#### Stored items
****************************************

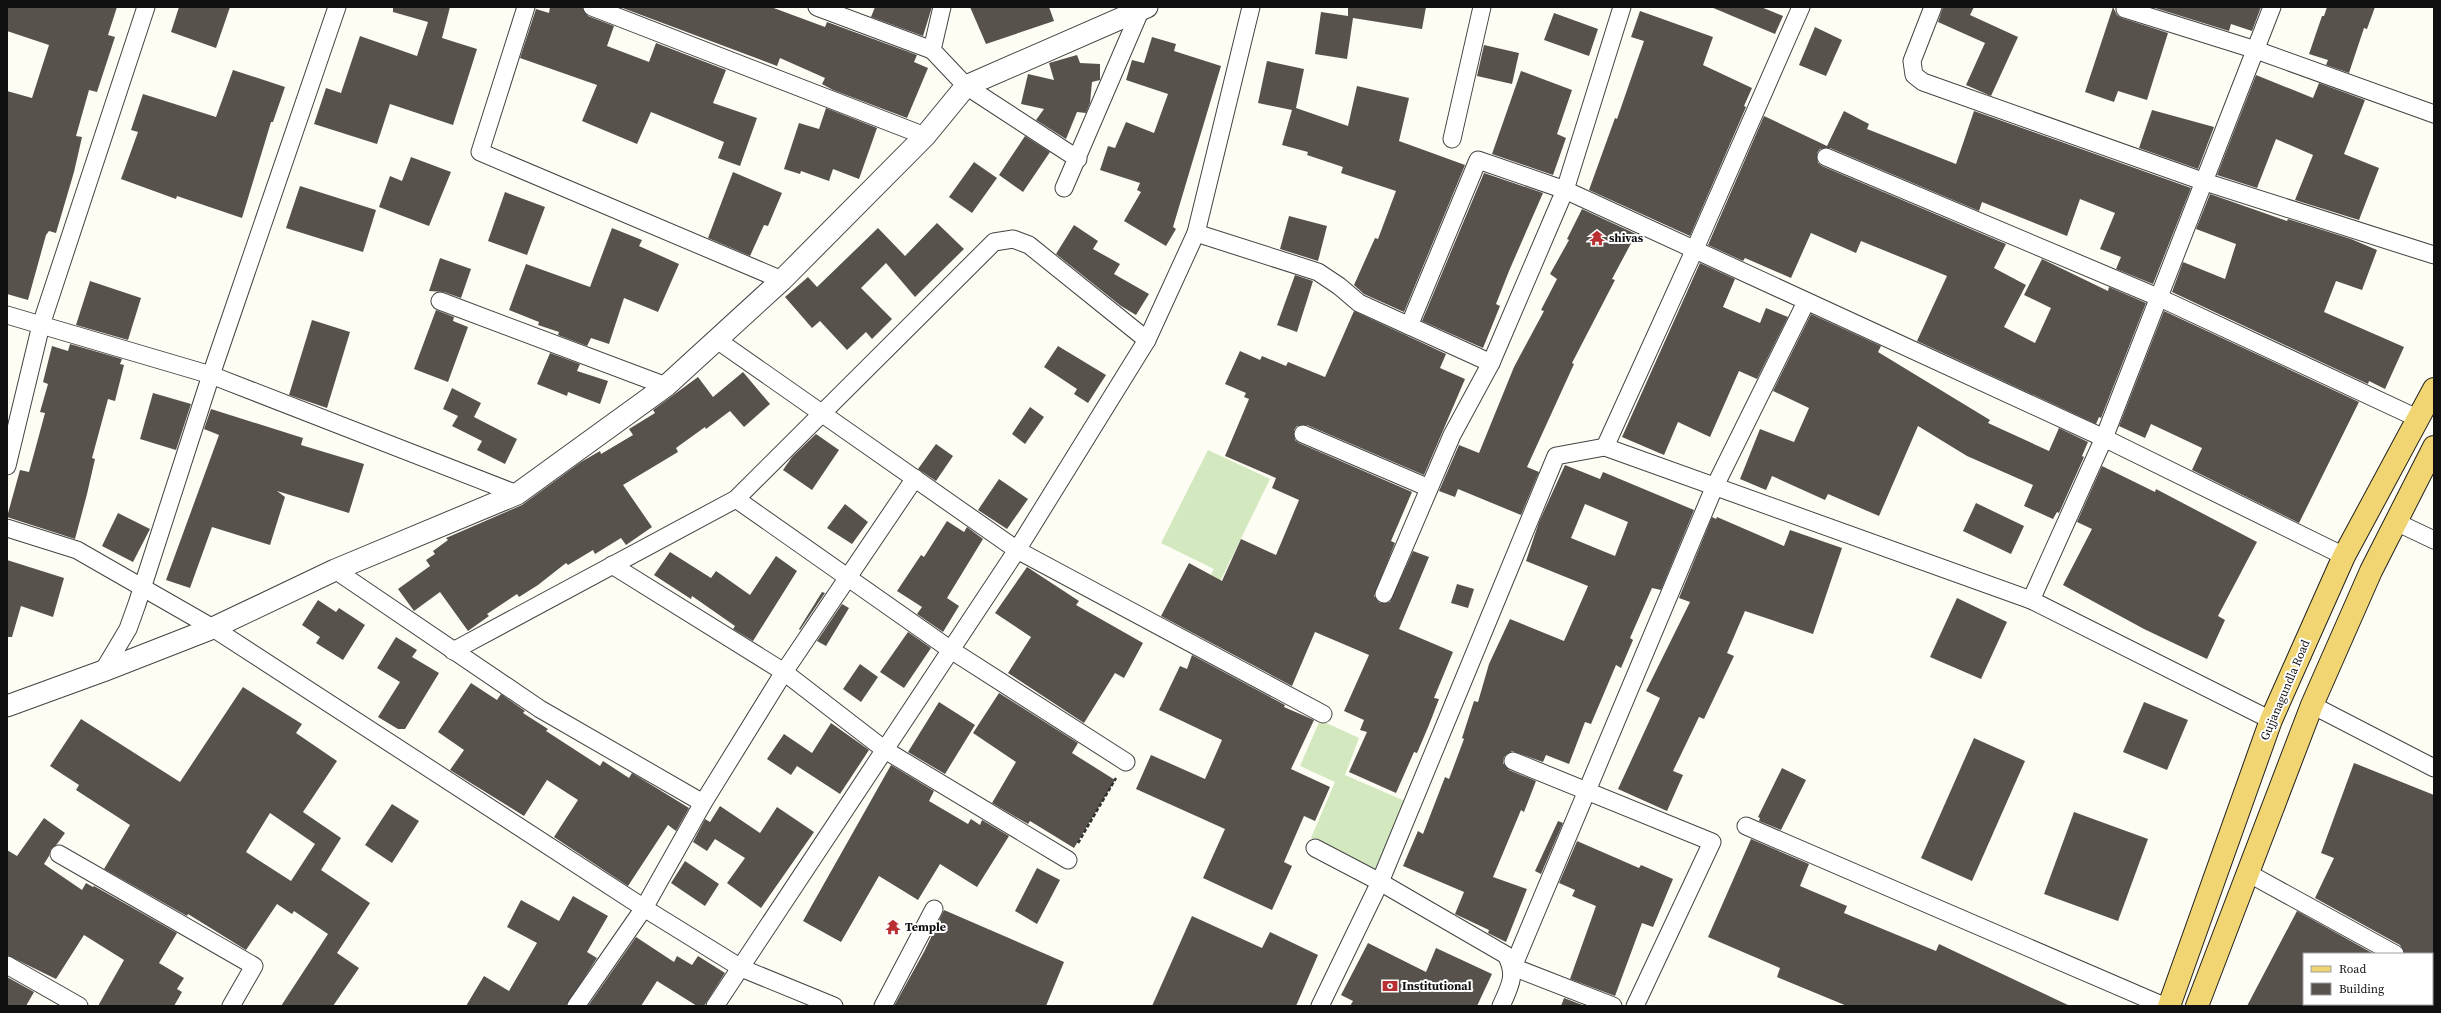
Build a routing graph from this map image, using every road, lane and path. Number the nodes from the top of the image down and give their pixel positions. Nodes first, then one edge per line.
1 (146, 7) edge
2 (337, 7) edge
3 (526, 7) edge
4 (592, 7) edge
5 (818, 7) edge
6 (942, 7) edge
7 (1251, 7) edge
8 (1482, 7) edge
9 (1622, 7) edge
10 (1801, 7) edge
11 (1933, 7) edge
12 (2272, 7) edge
13 (1144, 8) edge
14 (2124, 9) dead end
15 (932, 50) junction
16 (2256, 50) junction
17 (966, 86) junction
18 (2434, 114) edge
19 (925, 136) junction
20 (1452, 138) dead end
21 (1826, 157) dead end
22 (1078, 160) junction
23 (2205, 182) junction
24 (1064, 188) dead end
25 (1565, 190) junction
26 (1196, 233) junction
27 (1694, 251) junction
28 (2434, 255) edge
29 (782, 280) junction
30 (2160, 298) junction
31 (440, 301) dead end
32 (1806, 302) junction
33 (7, 315) edge
34 (41, 325) junction
35 (1409, 326) junction
36 (717, 340) junction
37 (1147, 340) junction
38 (1491, 363) junction
39 (211, 374) junction
40 (666, 386) junction
41 (2434, 389) edge
42 (821, 412) junction
43 (2417, 418) junction
44 (1303, 434) dead end
45 (2104, 438) junction
46 (1605, 447) junction
47 (2434, 447) edge
48 (7, 466) edge
49 (915, 478) junction
50 (1429, 488) junction
51 (1714, 488) junction
52 (517, 494) junction
53 (736, 499) junction
54 (2396, 522) junction
55 (7, 528) edge
56 (2434, 540) edge
57 (1017, 550) junction
58 (2344, 556) junction
59 (612, 565) junction
60 (335, 570) junction
61 (847, 577) junction
62 (143, 586) junction
63 (1384, 594) dead end
64 (2031, 600) junction
65 (213, 628) junction
66 (951, 650) junction
67 (453, 651) junction
68 (103, 671) junction
69 (784, 672) junction
70 (2312, 705) junction
71 (7, 706) edge
72 (1323, 714) dead end
73 (2271, 720) junction
74 (885, 750) junction
75 (1513, 761) dead end
76 (1126, 762) joint
77 (2434, 768) edge
78 (1588, 791) junction
79 (702, 803) junction
80 (1746, 826) dead end
81 (1315, 848) dead end
82 (59, 854) dead end
83 (1068, 860) joint
84 (2246, 872) junction
85 (1380, 882) junction
86 (644, 908) junction
87 (934, 909) dead end
88 (2393, 953) edge
89 (7, 964) edge
90 (1513, 967) junction
91 (741, 968) junction
92 (79, 1006) edge
93 (231, 1006) edge
94 (576, 1006) edge
95 (715, 1006) edge
96 (834, 1006) edge
97 (883, 1006) edge
98 (1320, 1006) edge
99 (1502, 1006) edge
100 (1613, 1006) edge
101 (1634, 1006) edge
102 (2164, 1006) edge
103 (2169, 1006) edge
104 (2196, 1006) edge

1 - 34 street
2 - 39 street
3 - 29 street
4 - 19 street
5 - 15 street
6 - 15 street
7 - 26 street
8 - 20 street
9 - 25 street
10 - 27 street
11 - 23 street
12 - 16 street
13 - 17 street
13 - 22 street
14 - 16 street
15 - 17 street
16 - 18 street
16 - 23 street
17 - 19 street
17 - 22 street
19 - 29 street
21 - 30 street
22 - 24 street
23 - 28 street
23 - 30 street
25 - 27 street
25 - 35 street
25 - 38 street
26 - 35 street
26 - 37 street
27 - 32 street
27 - 46 street
29 - 36 street
30 - 43 street
30 - 45 street
31 - 40 street
32 - 45 street
32 - 51 street
33 - 34 street
34 - 39 street
34 - 48 street
35 - 38 street
36 - 40 street
36 - 42 street
37 - 42 street
37 - 57 street
38 - 50 street
39 - 52 street
39 - 62 street
40 - 52 street
41 - 43 main road, Gujjanagundla Road
42 - 49 street
42 - 53 street
43 - 58 main road, Gujjanagundla Road
44 - 50 street
45 - 58 street
45 - 64 street
46 - 51 street
46 - 85 street
47 - 54 main road
49 - 57 street
49 - 61 street
50 - 63 street
51 - 64 street
51 - 78 street
52 - 60 street
53 - 59 street
53 - 61 street
54 - 56 street
54 - 70 main road
55 - 62 street
57 - 66 street
57 - 72 street
58 - 73 main road, Gujjanagundla Road
59 - 67 street
59 - 69 street
60 - 65 street
60 - 67 street
61 - 66 street
61 - 69 street
62 - 65 street
62 - 68 street
64 - 73 street
65 - 68 street
65 - 86 street
66 - 74 street
66 - 76 street
67 - 79 street
68 - 71 street
69 - 74 street
69 - 79 street
70 - 77 street
70 - 84 main road
73 - 103 main road, Gujjanagundla Road
74 - 83 street
74 - 91 street
75 - 78 street
76 - 83 path
78 - 90 street
78 - 101 street
79 - 86 street
80 - 102 street
81 - 85 street
82 - 93 street
84 - 88 street
84 - 104 main road
85 - 90 street
85 - 98 street
86 - 91 street
86 - 94 street
87 - 97 street
89 - 92 street
90 - 99 street
90 - 100 street
91 - 95 street
91 - 96 street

****************************************

#### Task statement
Scan the records above and tell how many lines include the word "main"; the number is all that should be written.

#### Written answer
8